“Oh, they’re very good friends, and he’s a good boy,” said the captain, laughing. “You don’t know the boy.”
The old man glanced up at him sharply. “No, but they’re all alike.” He leaned forward suddenly and took Comethup by the shoulder and drew him toward himself, looking straight into his eyes. Comethup’s heart beat a little faster than usual, but he did not flinch.
“Well,” said the captain, after the scrutiny had lasted for some moments, “what do you make of him?”
The shoemaker, still keeping a grip of Comethup’s shoulder, looked up at the captain and spoke in a low voice. “A good face,” he said, “and the eyes of one who will dream dreams, and carry them with him always. I’ve dreamed my dreams, but”—he passed his hand over his forehead in a lost, dazed fashion—“I’ve lost them all.” He sighed, and took up his hammer and fell to work again, muttering to himself. Presently, coming back to realities with a start, he put down the hammer and asked the captain civilly if he could do anything for him.
The captain produced his parcel and began, with great care, to point out exactly what he wanted done and what he desired left undone.
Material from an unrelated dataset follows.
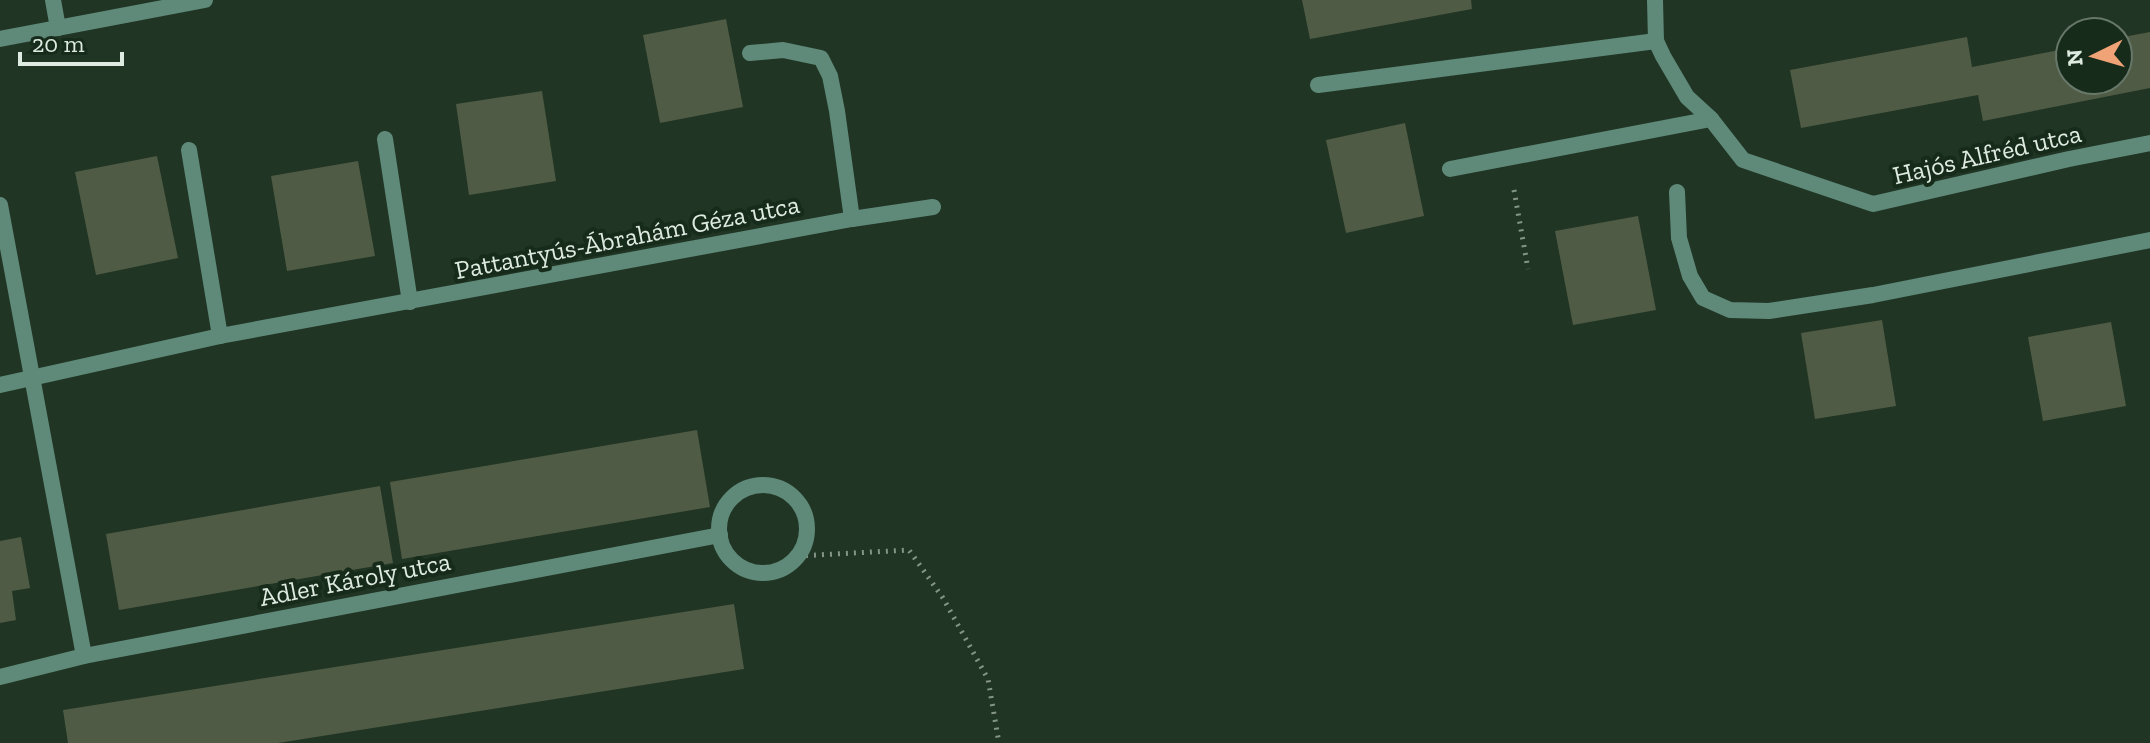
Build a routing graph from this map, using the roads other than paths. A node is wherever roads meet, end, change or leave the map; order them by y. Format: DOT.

The shoemaker obviously saw here a work on which his finest arts could be exercised, and listened with equal care to the minute directions. The business being finished and the price arranged, the captain lingered in the doorway of the little shop and carelessly put a question:
“Does she come often to see you?”
“When she will,” replied the old man, softly hammering. “Sometimes a week goes by and I see nothing of her; and then she’ll slip in and sit beside me for an hour, and be gone again—so lightly that I think afterward it’s a dream, and that she has not been here at all. It’s all dreams; nothing is real.”
“Oh, I’m afraid some things are very real,” said the captain gravely.
“No.” He brought the hammer down sharply to emphasize the word. “If they were real we could not bear them; we should go mad. It’s because they are dreams that we can laugh a little sometimes and say that it doesn’t matter, and pray for the hour when we shall wake. Nothing’s real, nothing’s real; we should be glad of that.” He fell to hammering again, in the same hurried fashion as when they had first seen him. Indeed, nothing would rouse him again; even when the captain asked that he might take the girl with him, and she slipped down from the bench and walked with Comethup to the door, the shoemaker merely raised his eyes for a moment to look at her, and went on again with his work. They heard the noise of the hammering long after they had passed through the doorway and through the little street; it only seemed to die away when they came out through the archway into the busier parts of the town.